The Saudi-led coalition, which has received vital logistical support from the US, including aerial refueling over Saudi airspace, and what the US terms "targeting assistance," has rarely admitted to killing civilians in the conflict. The same can be said for the Houthi rebels and their allies loyal to former President Ali Abdullah Saleh, who launched a rapid and deadly military expansion in the leadup to Riyadh's response.

Zeid said that among the thousands killed this year, more than 600 children had perished in Yemen this year alone, along with 900 that have "suffered serious injury."
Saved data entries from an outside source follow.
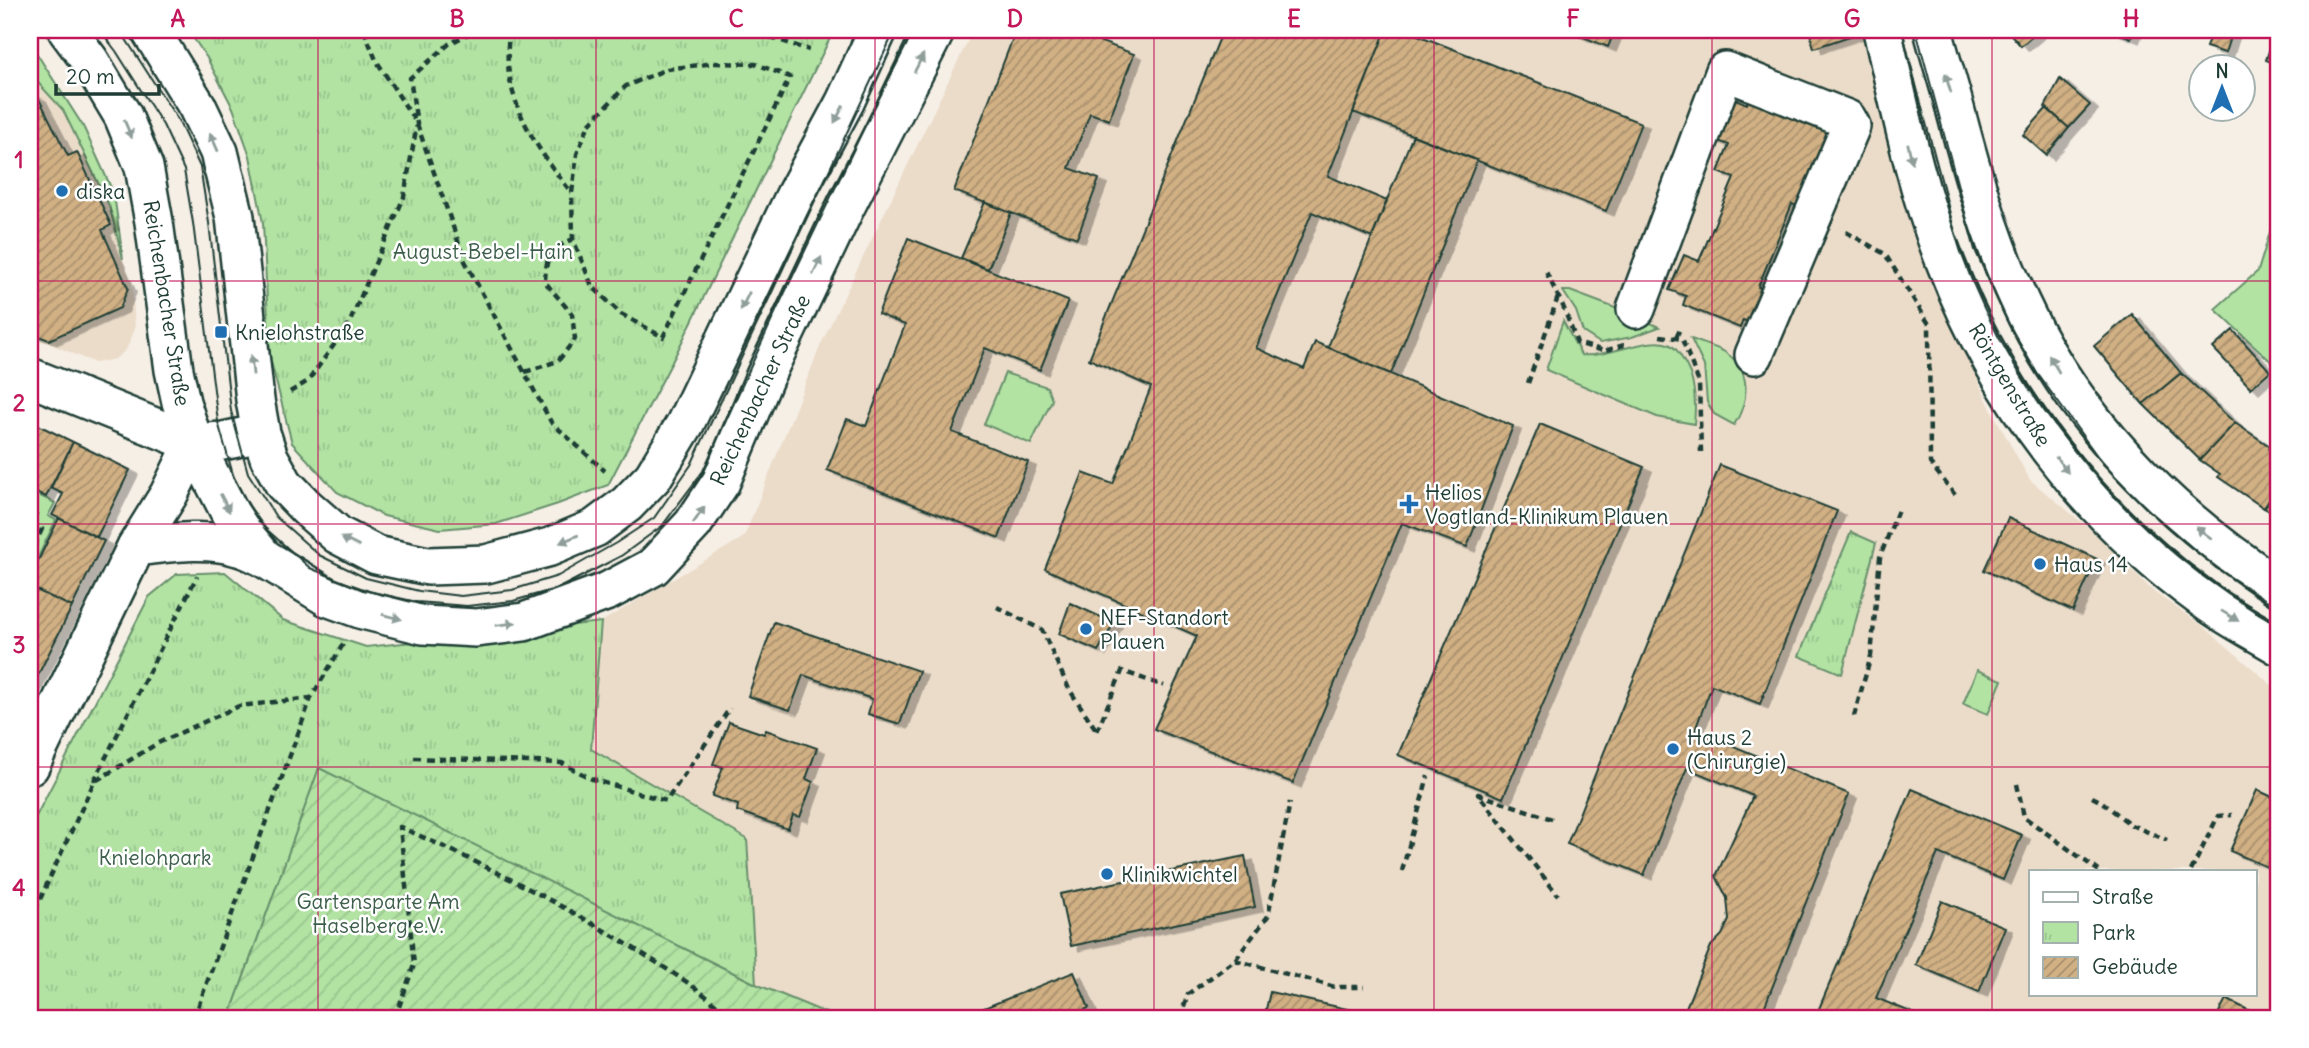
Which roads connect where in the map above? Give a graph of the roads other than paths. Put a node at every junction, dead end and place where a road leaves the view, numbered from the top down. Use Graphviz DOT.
graph roads {
  1 [pos="67,30"];
  2 [pos="150,30"];
  3 [pos="878,30"];
  4 [pos="936,30"];
  5 [pos="1882,30"];
  6 [pos="1933,30"];
  7 [pos="1642,329"];
  8 [pos="1754,355"];
  9 [pos="30,377"];
  10 [pos="261,433"];
  11 [pos="194,443"];
  12 [pos="136,547"];
  13 [pos="264,558"];
  14 [pos="2279,587"];
  15 [pos="2279,646"];
  16 [pos="30,766"];
  1 -- 11 [label="street, Reichenbacher Straße, one-way"];
  10 -- 2 [label="street, one-way"];
  3 -- 10 [label="street, one-way"];
  13 -- 4 [label="street, Reichenbacher Straße, one-way"];
  5 -- 15 [label="street, Röntgenstraße, one-way"];
  14 -- 6 [label="street, one-way"];
  7 -- 8 [label="street"];
  9 -- 11 [label="street"];
  10 -- 11 [label="street"];
  11 -- 12 [label="street"];
  11 -- 13 [label="street, Reichenbacher Straße, one-way"];
  12 -- 13 [label="street"];
  12 -- 16 [label="street"];
}
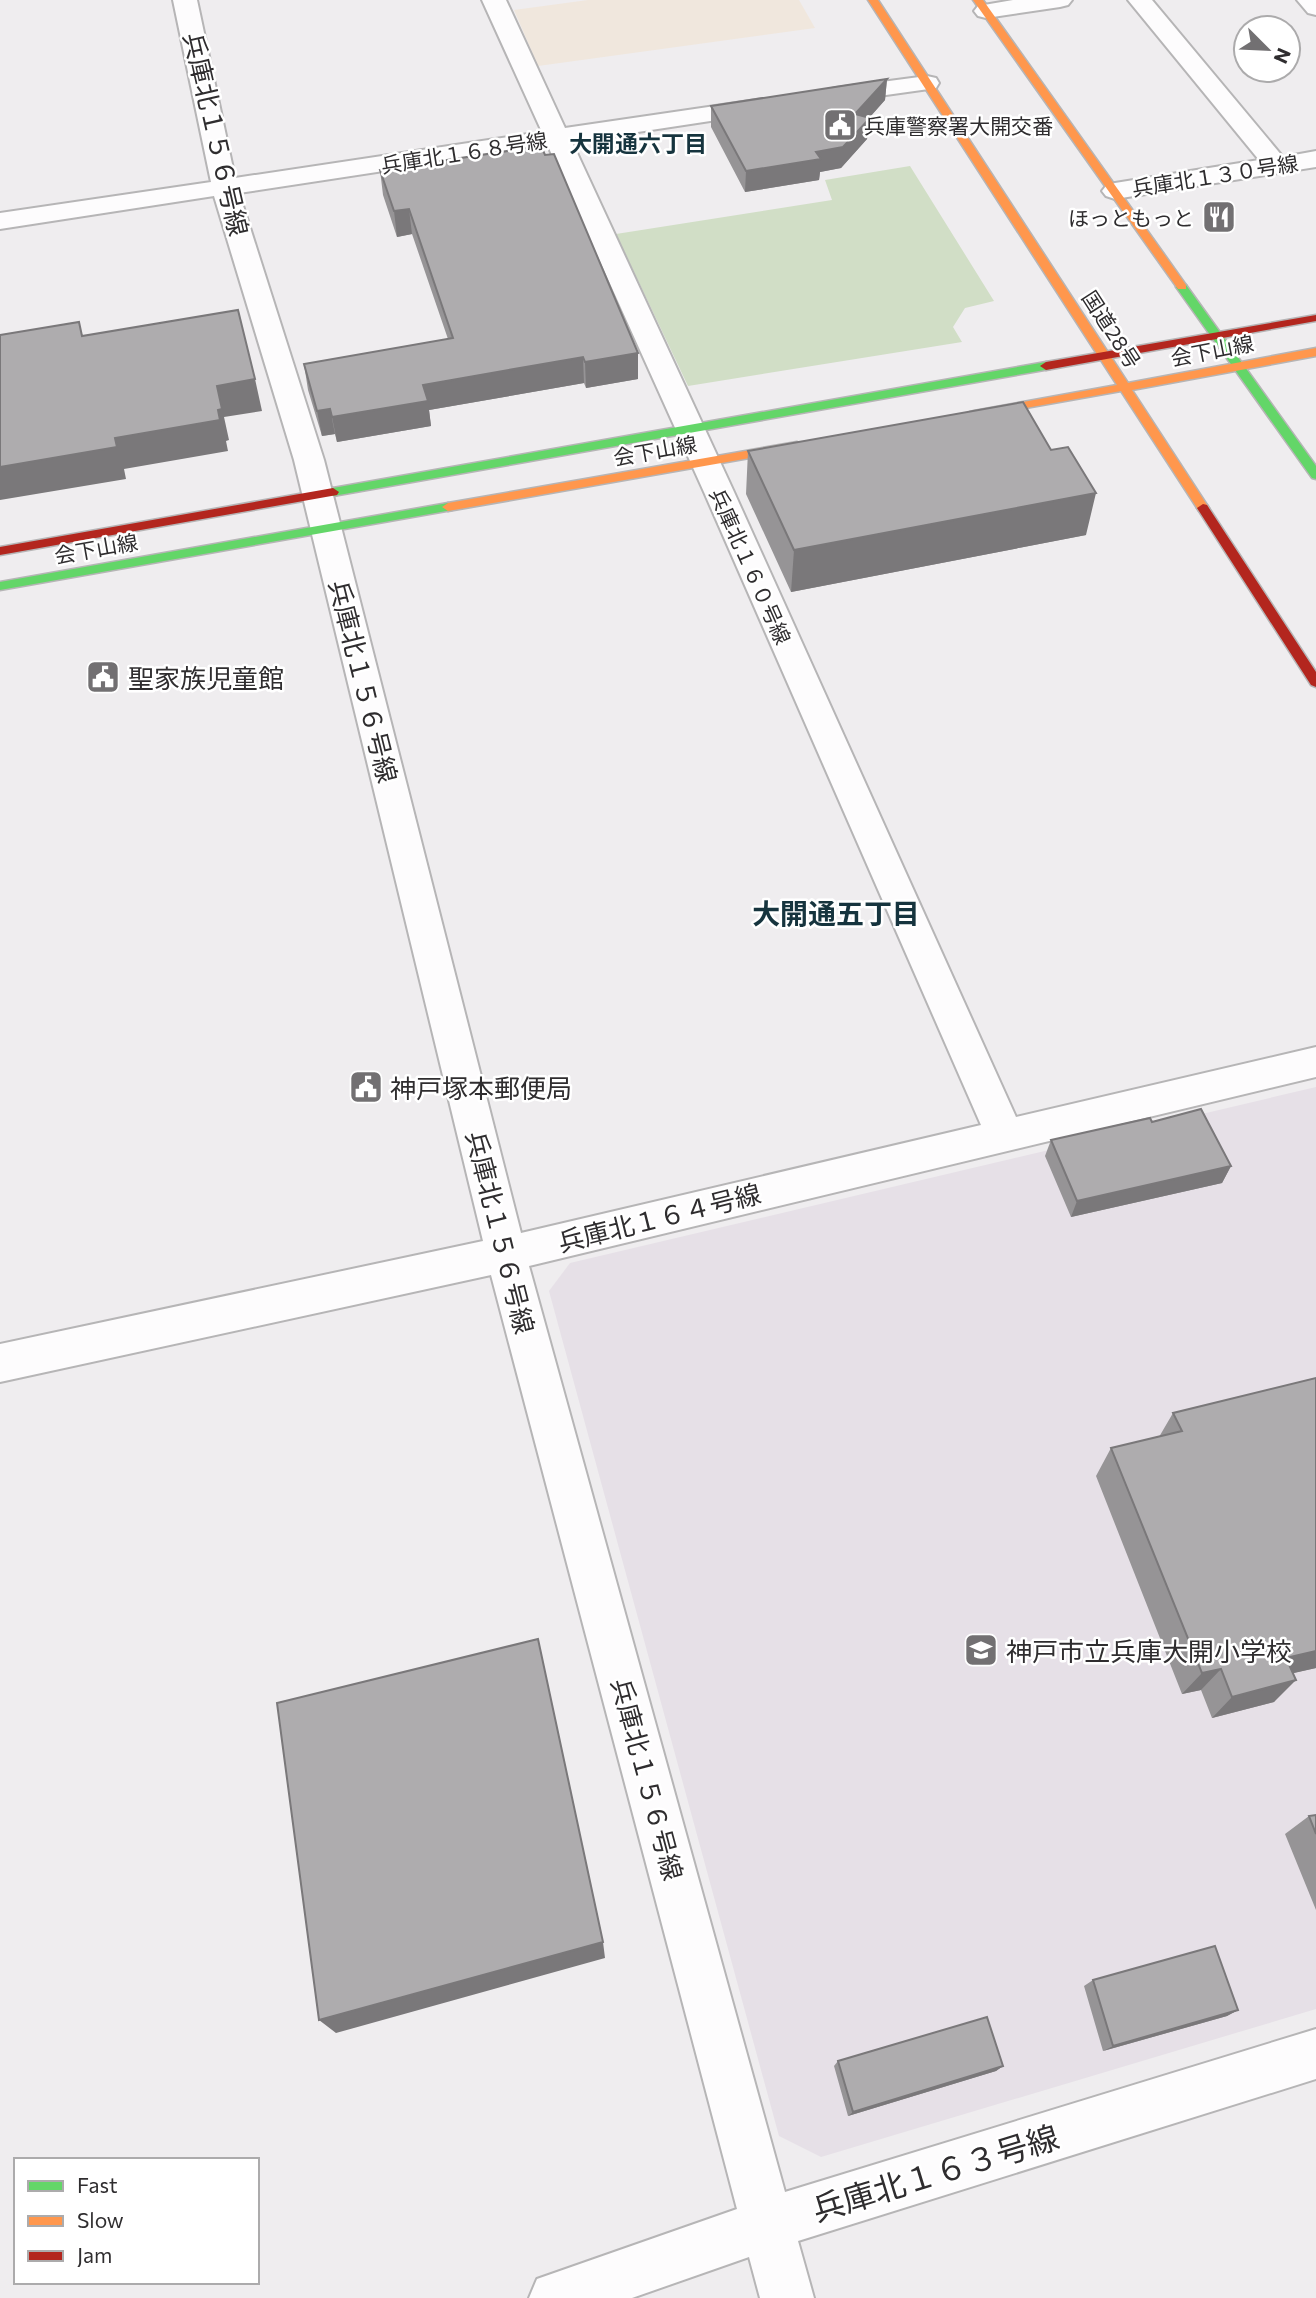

Related:  'All We Could Find Were Body Parts': America's Role in Yemen's Civilian Carnage

The bloody intervention began as a bombing campaign, and has since called upon a fragmented assortment of fighters — some official members of the coalition, some mercenaries, and many local forces — that are aligned against the Houthi expansion. After some success, including the recapture of the southern port city of Aden, the conflict has shifted to a grinding war of attrition. Many fighters initially aligned with the Saudi-led operation have made clear they don't wish to fight outside of certain areas, including the south, where secessionist sentiment is strong. Though the Saudis professed goal is to reinstate President Abd Rabbuh Mansur Hadi, the nominal Yemeni leader remains deeply unpopular among many Yemenis and even members of his own government.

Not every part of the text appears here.